_PROVIDED DATA_

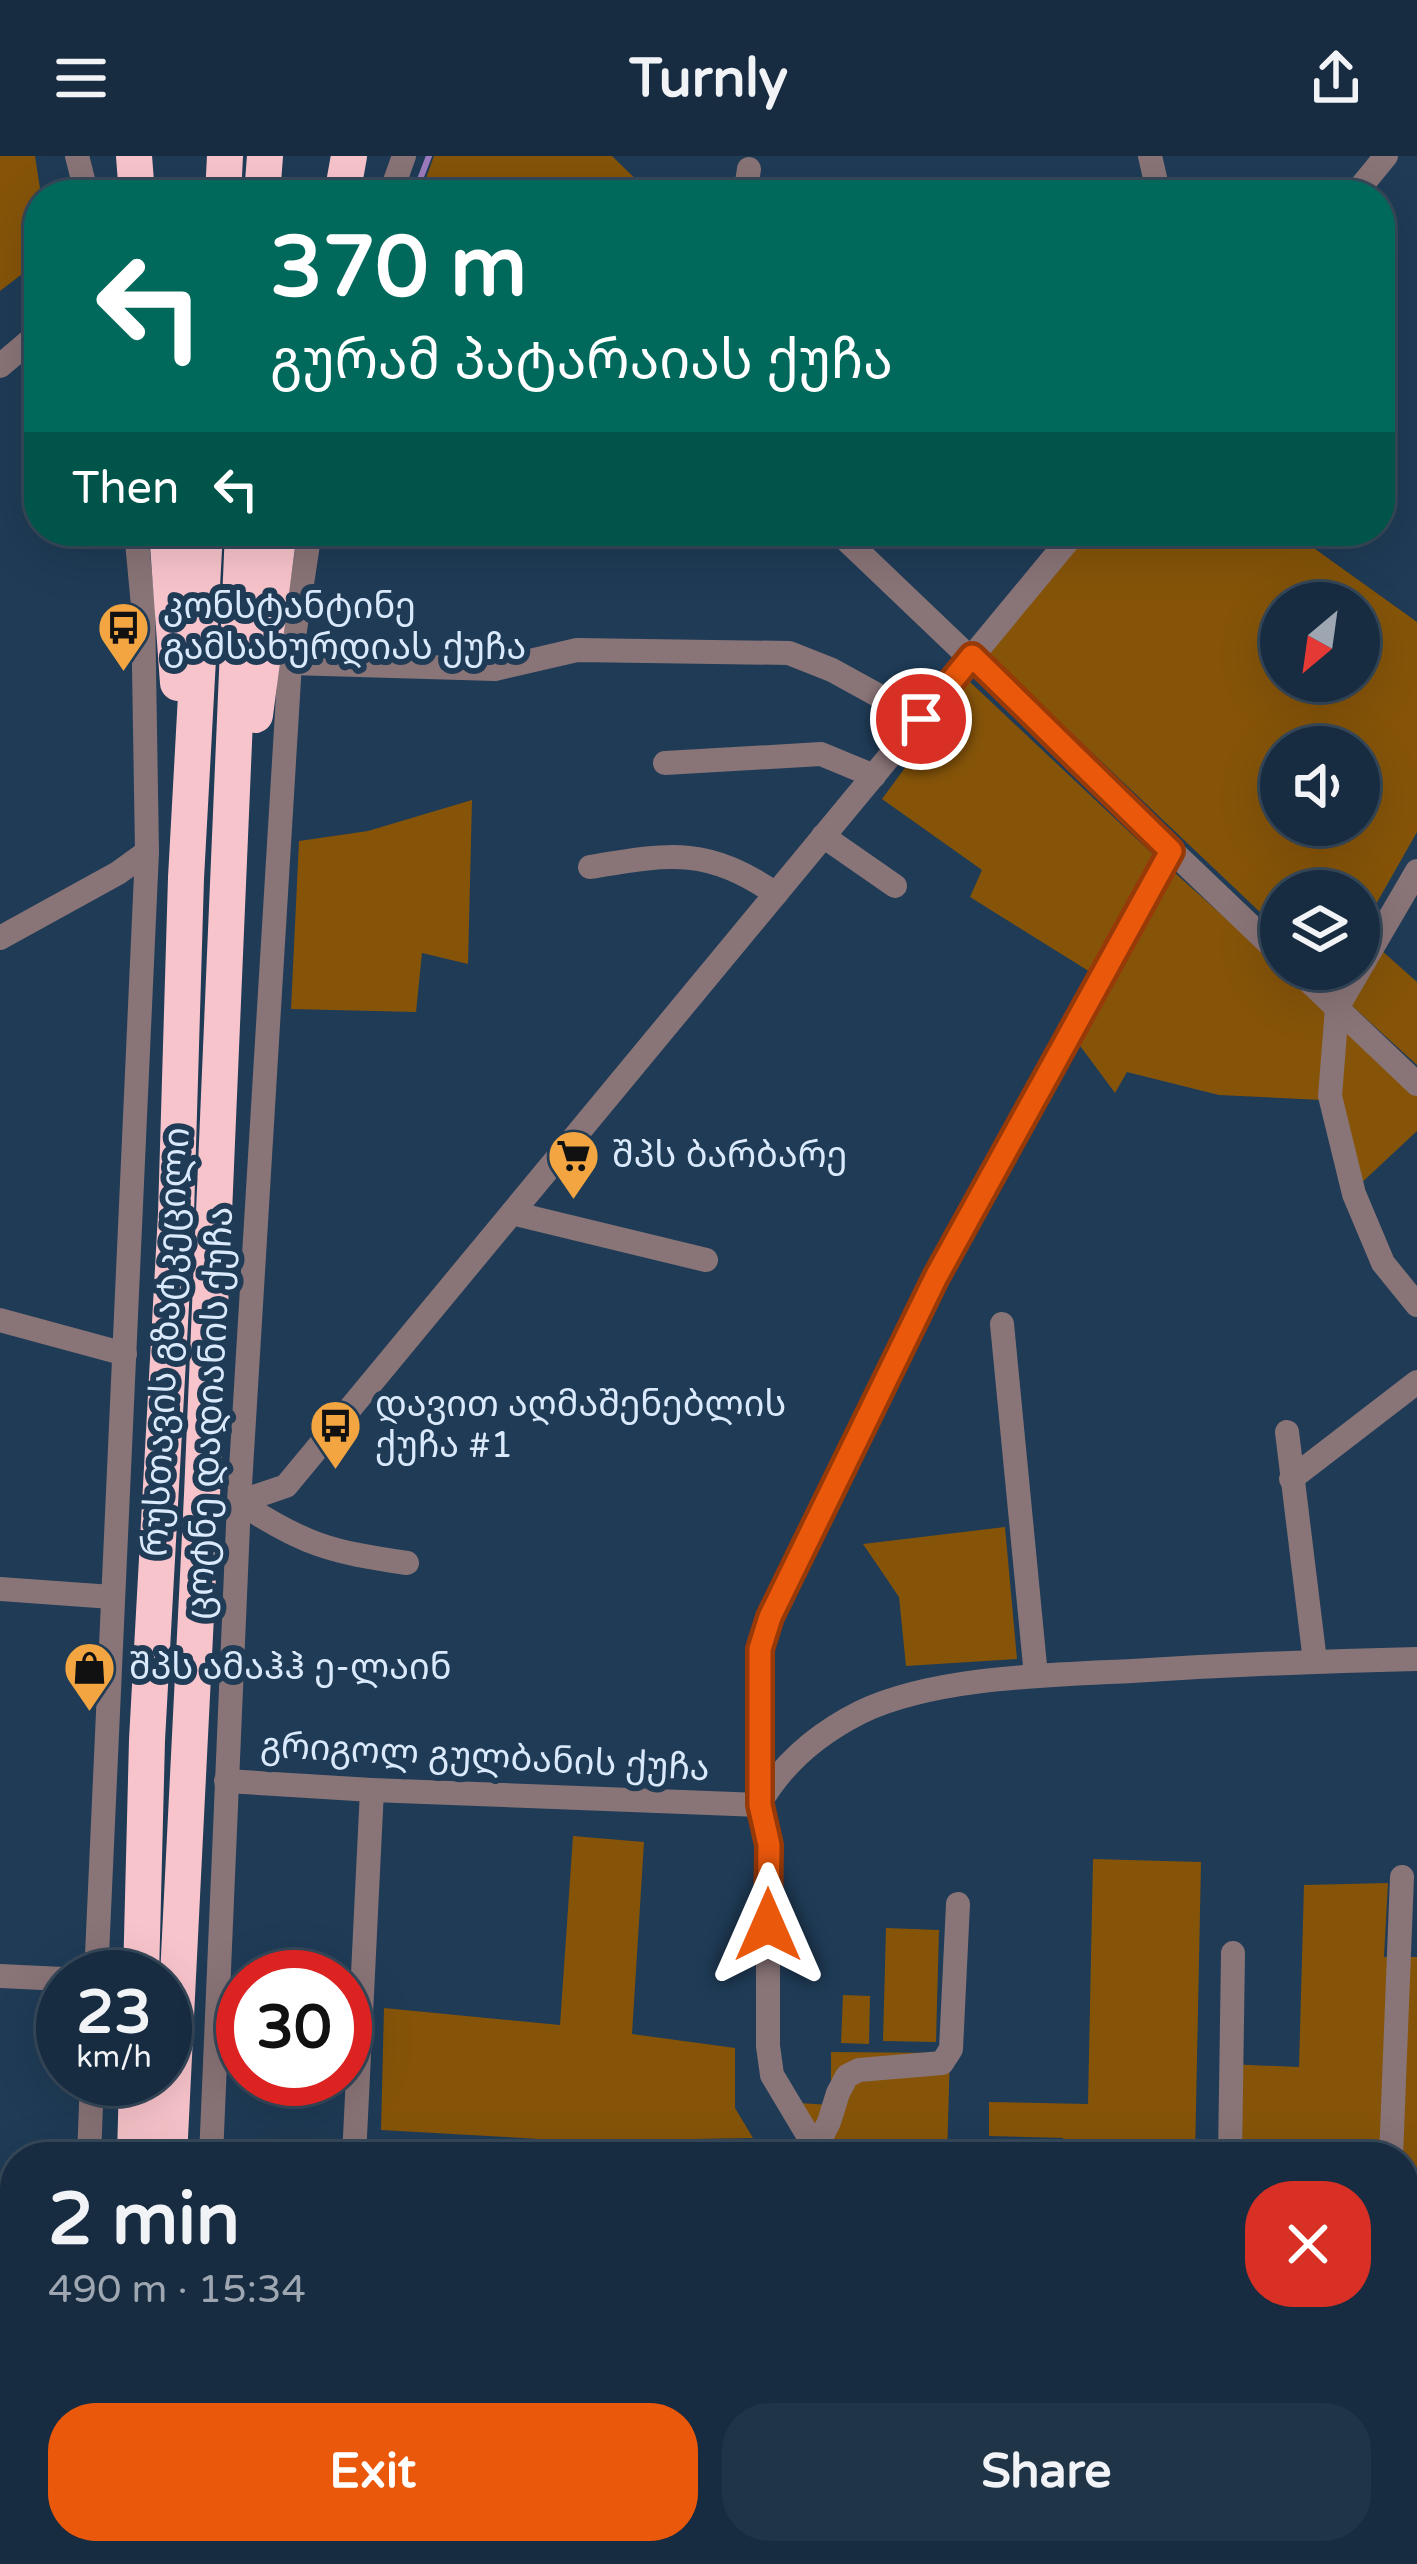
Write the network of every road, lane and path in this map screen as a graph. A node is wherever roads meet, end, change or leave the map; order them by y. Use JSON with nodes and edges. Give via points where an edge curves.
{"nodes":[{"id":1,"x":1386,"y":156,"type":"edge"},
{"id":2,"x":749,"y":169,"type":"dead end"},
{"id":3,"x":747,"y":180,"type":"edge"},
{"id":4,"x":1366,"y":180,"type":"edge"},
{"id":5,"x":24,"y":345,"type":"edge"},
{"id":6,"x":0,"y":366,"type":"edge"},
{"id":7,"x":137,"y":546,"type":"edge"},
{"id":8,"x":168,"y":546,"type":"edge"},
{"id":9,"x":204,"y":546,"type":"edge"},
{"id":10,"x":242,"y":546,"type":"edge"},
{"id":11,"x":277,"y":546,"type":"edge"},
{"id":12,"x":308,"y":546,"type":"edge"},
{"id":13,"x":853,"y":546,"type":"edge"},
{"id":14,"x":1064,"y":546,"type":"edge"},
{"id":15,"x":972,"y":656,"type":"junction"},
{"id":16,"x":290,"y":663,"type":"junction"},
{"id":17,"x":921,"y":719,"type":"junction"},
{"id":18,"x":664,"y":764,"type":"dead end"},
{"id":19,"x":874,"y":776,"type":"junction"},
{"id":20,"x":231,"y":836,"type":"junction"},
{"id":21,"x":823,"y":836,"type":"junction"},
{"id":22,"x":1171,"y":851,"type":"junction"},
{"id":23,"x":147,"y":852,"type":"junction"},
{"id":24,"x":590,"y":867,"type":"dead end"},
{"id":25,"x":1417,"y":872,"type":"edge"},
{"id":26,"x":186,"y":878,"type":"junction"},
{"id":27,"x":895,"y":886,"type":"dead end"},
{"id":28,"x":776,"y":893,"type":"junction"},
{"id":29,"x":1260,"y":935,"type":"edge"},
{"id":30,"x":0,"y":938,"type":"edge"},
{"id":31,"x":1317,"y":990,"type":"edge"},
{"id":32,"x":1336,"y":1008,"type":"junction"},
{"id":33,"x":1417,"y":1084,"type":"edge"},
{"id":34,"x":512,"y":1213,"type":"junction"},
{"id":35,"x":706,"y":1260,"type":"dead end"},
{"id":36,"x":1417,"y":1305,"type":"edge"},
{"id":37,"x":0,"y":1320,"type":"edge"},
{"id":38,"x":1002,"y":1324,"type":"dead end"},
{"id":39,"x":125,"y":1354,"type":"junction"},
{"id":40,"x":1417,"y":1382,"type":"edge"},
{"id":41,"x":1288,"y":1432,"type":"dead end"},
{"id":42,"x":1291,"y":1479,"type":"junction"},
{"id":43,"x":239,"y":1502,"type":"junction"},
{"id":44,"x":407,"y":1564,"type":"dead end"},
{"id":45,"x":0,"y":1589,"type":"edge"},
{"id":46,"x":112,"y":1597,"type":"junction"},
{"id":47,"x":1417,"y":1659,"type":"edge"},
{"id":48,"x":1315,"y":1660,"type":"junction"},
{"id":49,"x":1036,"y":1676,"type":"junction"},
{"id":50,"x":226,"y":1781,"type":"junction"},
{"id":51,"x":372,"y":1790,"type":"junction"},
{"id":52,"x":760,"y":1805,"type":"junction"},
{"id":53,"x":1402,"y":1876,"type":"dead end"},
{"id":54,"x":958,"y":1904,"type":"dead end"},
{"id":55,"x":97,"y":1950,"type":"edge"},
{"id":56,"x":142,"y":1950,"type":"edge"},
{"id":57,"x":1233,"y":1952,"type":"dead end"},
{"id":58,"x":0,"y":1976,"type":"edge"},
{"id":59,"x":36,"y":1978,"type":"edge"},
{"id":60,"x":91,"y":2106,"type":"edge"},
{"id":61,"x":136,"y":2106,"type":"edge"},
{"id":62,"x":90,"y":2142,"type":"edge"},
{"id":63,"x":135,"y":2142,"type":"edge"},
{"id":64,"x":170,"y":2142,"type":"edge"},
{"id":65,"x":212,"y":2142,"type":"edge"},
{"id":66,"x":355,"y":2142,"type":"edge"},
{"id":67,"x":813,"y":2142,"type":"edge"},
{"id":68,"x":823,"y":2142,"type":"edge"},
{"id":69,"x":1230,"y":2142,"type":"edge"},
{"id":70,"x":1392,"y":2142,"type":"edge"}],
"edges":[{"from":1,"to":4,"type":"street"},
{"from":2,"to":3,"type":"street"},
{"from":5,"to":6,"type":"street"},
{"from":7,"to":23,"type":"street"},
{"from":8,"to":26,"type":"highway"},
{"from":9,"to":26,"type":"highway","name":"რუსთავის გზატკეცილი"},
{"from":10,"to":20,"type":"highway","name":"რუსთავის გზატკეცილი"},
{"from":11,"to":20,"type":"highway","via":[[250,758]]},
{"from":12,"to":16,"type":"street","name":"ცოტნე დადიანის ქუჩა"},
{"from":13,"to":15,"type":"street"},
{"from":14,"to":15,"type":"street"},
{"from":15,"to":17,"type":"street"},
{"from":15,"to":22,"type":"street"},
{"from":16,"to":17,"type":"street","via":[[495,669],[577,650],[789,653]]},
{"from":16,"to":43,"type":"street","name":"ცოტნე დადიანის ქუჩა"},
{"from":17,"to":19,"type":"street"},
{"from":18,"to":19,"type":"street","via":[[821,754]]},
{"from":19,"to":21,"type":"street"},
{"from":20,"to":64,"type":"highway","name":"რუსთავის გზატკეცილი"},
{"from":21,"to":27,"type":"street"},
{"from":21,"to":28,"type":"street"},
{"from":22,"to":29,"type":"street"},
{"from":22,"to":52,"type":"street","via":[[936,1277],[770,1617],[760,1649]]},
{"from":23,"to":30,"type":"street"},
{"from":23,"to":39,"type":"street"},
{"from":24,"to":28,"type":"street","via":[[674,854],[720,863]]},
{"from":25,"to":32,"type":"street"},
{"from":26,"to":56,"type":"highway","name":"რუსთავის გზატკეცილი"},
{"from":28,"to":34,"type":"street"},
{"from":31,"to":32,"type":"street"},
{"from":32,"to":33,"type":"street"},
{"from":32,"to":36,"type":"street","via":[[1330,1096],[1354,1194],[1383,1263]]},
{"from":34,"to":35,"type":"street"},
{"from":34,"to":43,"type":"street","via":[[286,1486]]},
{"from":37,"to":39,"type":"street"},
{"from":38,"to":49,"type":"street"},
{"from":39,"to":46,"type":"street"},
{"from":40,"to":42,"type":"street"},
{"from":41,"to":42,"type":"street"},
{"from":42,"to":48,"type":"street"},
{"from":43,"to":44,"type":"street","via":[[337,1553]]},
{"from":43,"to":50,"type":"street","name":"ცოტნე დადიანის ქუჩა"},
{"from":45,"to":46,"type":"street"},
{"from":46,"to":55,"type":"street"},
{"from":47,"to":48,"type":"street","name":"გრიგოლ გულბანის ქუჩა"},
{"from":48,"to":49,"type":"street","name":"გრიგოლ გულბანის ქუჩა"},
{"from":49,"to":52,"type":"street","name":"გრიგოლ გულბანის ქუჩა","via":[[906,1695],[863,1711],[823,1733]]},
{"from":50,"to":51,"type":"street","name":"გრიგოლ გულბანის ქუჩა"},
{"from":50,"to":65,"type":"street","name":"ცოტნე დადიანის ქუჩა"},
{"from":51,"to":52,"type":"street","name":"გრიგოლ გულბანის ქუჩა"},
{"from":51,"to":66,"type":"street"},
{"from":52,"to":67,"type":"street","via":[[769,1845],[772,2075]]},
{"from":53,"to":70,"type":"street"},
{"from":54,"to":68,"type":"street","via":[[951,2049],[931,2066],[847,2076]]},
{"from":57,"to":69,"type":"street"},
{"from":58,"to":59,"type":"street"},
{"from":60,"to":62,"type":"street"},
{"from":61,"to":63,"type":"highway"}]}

_WHAT TO PRODUCE_
In the records above, find the lines containing "რუსთავის" and copy them.

_ANSWER SPACE_
{"from":9,"to":26,"type":"highway","name":"რუსთავის გზატკეცილი"},
{"from":10,"to":20,"type":"highway","name":"რუსთავის გზატკეცილი"},
{"from":20,"to":64,"type":"highway","name":"რუსთავის გზატკეცილი"},
{"from":26,"to":56,"type":"highway","name":"რუსთავის გზატკეცილი"},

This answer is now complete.